Thank you sir for your wonderful cultural documentary channel. As always iam gathering main information about topics you mentioned briefly here it’s first of all match sticks they were invited by English chemist named John walker im 1827 . In many cultures parents would request assistance of matchmaker in finding suitable spouse for their child .Enola Holmes and her relative matchgirls strike is real historical event . Workers or matchgirls young aged six years old. Many of girls at factory at thirteen years old. Their work stand for all day , only 2 scheduled breaks , any unscheduled toilet break , would dedicated from their meagre wages . They worked 14 hours a day in east end of London vapors on daily basis. Matching company won on strike to expose company poor conditions. They were able to secure some labor rights for themselves, they were inspired unskilled workers in other industries to unionize and demand changes . On July they gave demands of ( match girls) ended fines system and re - employed those who had been sack ending strike . It’s was not until 1901 that Bryant , May finally stopped using dangerous yellow phosphorus in their matches . Thank you for giving us chance to read learn new information and improve our English as well. Best wishes for you your dearest ones .
Thank you for writing Khatoon.
Needed this today. Was in car accident. Rolled my jeep 3x and broke a rib . this lil diddy was a necessary source of entertainment
I’m sorry to hear that! What a frightening experience. I wish you well for the recovery process.
My mother was a matchbox girl. She had to sell 14 million matchboxes every week and was only given two matches to eat every evening.
Pahhh, LUXURY
I was only given ONE!
Well, we had it tough.
You were lucky! We had to get up at 2 in morning ,work 16 hours down the mill,then when we got home our father chopped us into peices with a sword....
1:05 My parents were British immigrants, I remember my mother talking about an older lady she knew growing up and she suffer from “Fossy Mouth “, from working and eating in a match factory. The damage it causes is painful and fatal! This was as late as the 1930’s!
8:05 The woman that worked with “White Lead”, used for paint suffered from heavy metal poisoning from the lead. That likely effected the central nervous system and would make assembling matchboxes very difficult it they suffered loss of touch and diminished dexterity. Regardless, many died horrible deaths at far too young an age.

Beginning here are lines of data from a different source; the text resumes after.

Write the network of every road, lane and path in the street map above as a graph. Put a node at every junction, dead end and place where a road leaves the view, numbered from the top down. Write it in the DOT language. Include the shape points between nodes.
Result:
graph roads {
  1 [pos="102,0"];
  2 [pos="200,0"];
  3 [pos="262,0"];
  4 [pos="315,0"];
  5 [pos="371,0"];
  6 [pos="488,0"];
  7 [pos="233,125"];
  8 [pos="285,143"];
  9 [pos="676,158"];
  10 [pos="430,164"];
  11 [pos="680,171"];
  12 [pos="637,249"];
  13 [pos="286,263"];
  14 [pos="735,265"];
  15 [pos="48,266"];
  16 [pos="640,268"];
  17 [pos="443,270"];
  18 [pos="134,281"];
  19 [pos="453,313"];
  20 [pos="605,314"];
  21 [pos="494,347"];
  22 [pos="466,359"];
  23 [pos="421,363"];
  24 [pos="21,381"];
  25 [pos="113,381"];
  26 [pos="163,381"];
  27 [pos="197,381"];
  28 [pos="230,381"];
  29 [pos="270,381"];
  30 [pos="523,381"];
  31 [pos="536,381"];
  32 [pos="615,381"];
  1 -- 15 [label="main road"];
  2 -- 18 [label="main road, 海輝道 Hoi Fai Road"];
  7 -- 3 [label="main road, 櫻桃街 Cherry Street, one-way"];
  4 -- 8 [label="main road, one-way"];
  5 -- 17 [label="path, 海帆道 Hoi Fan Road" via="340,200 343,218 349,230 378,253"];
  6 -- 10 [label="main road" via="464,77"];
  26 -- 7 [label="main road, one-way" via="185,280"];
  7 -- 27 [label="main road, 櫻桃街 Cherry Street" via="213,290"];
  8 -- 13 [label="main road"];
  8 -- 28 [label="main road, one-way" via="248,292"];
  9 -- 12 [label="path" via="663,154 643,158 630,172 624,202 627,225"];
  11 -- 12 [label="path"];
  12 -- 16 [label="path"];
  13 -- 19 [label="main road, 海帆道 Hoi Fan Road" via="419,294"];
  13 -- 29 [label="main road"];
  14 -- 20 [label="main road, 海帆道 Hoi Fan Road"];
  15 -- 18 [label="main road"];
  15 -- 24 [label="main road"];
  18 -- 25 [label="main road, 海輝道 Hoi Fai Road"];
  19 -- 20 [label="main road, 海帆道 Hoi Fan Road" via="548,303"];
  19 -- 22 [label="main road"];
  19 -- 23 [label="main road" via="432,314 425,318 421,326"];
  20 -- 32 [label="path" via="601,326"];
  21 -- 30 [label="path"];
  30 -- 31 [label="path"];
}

similar to the 'radium girls' that painted watch dials with glow-in-the-dark radium (for soldiers to be able to see their watches at night) ; symptoms started with tooth loss, but the pockets would never heal, and remained painful abscesses filled with foul-smelling pus...then the jaw bone would disintegrate and while at the dentist office , the dentist would be pulling out pieces of jawbone . i can't imagine a more agonizing, slow death then radium poisoning
Horrific.
Devoted to H. C. Andersen
⭐⭐⭐⭐⭐
Much appreciated. Thank you.
🙏✨👌🦉🐲❣️
Much appreciated!
@@FactFeast I appreciate what you do so damn well, thank you all🥰...🙏✨👌🦉🐲❣️
😅
I would like to see stories of European countries and British colonies
It’s something I’m interested in. I have a video about slums in Paris you can find on the channel page.